» Task instructions: Your answer must be an exact repetition of every record.

[Stored data]
--- START ---
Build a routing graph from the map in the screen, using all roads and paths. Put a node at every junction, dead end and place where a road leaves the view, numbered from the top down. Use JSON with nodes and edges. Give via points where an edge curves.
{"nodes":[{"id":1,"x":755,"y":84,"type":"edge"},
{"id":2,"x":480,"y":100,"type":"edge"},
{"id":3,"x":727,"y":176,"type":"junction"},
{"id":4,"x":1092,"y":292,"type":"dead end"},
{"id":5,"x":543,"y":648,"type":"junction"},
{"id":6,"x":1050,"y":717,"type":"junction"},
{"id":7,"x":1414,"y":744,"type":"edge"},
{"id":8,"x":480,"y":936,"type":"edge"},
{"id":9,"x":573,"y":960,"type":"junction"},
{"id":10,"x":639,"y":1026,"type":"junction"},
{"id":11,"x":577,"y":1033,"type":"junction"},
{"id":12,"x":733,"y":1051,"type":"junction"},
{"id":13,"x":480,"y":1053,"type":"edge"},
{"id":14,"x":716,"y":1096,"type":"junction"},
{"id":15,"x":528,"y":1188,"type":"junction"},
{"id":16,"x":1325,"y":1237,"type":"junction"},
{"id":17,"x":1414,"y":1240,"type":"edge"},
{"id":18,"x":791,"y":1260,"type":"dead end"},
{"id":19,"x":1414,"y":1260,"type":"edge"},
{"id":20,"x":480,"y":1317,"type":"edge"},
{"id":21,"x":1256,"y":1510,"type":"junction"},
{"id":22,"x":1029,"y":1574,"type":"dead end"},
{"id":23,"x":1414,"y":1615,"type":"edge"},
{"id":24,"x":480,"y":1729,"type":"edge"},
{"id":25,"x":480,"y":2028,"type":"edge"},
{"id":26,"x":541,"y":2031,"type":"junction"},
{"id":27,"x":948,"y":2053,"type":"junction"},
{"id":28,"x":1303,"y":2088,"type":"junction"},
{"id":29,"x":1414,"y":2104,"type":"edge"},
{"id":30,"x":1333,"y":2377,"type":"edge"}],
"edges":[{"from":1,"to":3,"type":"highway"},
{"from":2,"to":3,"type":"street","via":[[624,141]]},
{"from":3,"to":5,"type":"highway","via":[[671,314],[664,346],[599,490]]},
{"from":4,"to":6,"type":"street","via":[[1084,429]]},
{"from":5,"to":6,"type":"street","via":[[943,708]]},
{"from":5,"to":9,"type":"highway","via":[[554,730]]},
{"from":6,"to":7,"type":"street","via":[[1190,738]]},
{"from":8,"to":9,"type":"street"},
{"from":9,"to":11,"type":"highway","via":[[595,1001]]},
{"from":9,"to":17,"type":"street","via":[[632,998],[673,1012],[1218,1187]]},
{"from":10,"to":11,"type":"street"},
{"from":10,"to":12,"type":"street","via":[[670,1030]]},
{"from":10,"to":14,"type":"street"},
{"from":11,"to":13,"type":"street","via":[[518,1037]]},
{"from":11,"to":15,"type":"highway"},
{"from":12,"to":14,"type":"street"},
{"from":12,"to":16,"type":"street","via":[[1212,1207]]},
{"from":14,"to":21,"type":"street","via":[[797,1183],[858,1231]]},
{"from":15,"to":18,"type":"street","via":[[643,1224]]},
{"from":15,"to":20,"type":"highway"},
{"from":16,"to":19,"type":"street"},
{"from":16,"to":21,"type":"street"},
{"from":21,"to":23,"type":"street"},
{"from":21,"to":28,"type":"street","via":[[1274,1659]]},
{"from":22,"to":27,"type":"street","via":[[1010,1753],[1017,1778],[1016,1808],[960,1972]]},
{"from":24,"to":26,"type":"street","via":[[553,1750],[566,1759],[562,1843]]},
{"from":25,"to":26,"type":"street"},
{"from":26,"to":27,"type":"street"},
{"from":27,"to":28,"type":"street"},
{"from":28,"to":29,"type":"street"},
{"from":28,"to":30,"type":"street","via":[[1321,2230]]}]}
--- END ---
» Answer space:
Build a routing graph from the map in the screen, using all roads and paths. Put a node at every junction, dead end and place where a road leaves the view, numbered from the top down. Use JSON with nodes and edges. Give via points where an edge curves.
{"nodes":[{"id":1,"x":755,"y":84,"type":"edge"},
{"id":2,"x":480,"y":100,"type":"edge"},
{"id":3,"x":727,"y":176,"type":"junction"},
{"id":4,"x":1092,"y":292,"type":"dead end"},
{"id":5,"x":543,"y":648,"type":"junction"},
{"id":6,"x":1050,"y":717,"type":"junction"},
{"id":7,"x":1414,"y":744,"type":"edge"},
{"id":8,"x":480,"y":936,"type":"edge"},
{"id":9,"x":573,"y":960,"type":"junction"},
{"id":10,"x":639,"y":1026,"type":"junction"},
{"id":11,"x":577,"y":1033,"type":"junction"},
{"id":12,"x":733,"y":1051,"type":"junction"},
{"id":13,"x":480,"y":1053,"type":"edge"},
{"id":14,"x":716,"y":1096,"type":"junction"},
{"id":15,"x":528,"y":1188,"type":"junction"},
{"id":16,"x":1325,"y":1237,"type":"junction"},
{"id":17,"x":1414,"y":1240,"type":"edge"},
{"id":18,"x":791,"y":1260,"type":"dead end"},
{"id":19,"x":1414,"y":1260,"type":"edge"},
{"id":20,"x":480,"y":1317,"type":"edge"},
{"id":21,"x":1256,"y":1510,"type":"junction"},
{"id":22,"x":1029,"y":1574,"type":"dead end"},
{"id":23,"x":1414,"y":1615,"type":"edge"},
{"id":24,"x":480,"y":1729,"type":"edge"},
{"id":25,"x":480,"y":2028,"type":"edge"},
{"id":26,"x":541,"y":2031,"type":"junction"},
{"id":27,"x":948,"y":2053,"type":"junction"},
{"id":28,"x":1303,"y":2088,"type":"junction"},
{"id":29,"x":1414,"y":2104,"type":"edge"},
{"id":30,"x":1333,"y":2377,"type":"edge"}],
"edges":[{"from":1,"to":3,"type":"highway"},
{"from":2,"to":3,"type":"street","via":[[624,141]]},
{"from":3,"to":5,"type":"highway","via":[[671,314],[664,346],[599,490]]},
{"from":4,"to":6,"type":"street","via":[[1084,429]]},
{"from":5,"to":6,"type":"street","via":[[943,708]]},
{"from":5,"to":9,"type":"highway","via":[[554,730]]},
{"from":6,"to":7,"type":"street","via":[[1190,738]]},
{"from":8,"to":9,"type":"street"},
{"from":9,"to":11,"type":"highway","via":[[595,1001]]},
{"from":9,"to":17,"type":"street","via":[[632,998],[673,1012],[1218,1187]]},
{"from":10,"to":11,"type":"street"},
{"from":10,"to":12,"type":"street","via":[[670,1030]]},
{"from":10,"to":14,"type":"street"},
{"from":11,"to":13,"type":"street","via":[[518,1037]]},
{"from":11,"to":15,"type":"highway"},
{"from":12,"to":14,"type":"street"},
{"from":12,"to":16,"type":"street","via":[[1212,1207]]},
{"from":14,"to":21,"type":"street","via":[[797,1183],[858,1231]]},
{"from":15,"to":18,"type":"street","via":[[643,1224]]},
{"from":15,"to":20,"type":"highway"},
{"from":16,"to":19,"type":"street"},
{"from":16,"to":21,"type":"street"},
{"from":21,"to":23,"type":"street"},
{"from":21,"to":28,"type":"street","via":[[1274,1659]]},
{"from":22,"to":27,"type":"street","via":[[1010,1753],[1017,1778],[1016,1808],[960,1972]]},
{"from":24,"to":26,"type":"street","via":[[553,1750],[566,1759],[562,1843]]},
{"from":25,"to":26,"type":"street"},
{"from":26,"to":27,"type":"street"},
{"from":27,"to":28,"type":"street"},
{"from":28,"to":29,"type":"street"},
{"from":28,"to":30,"type":"street","via":[[1321,2230]]}]}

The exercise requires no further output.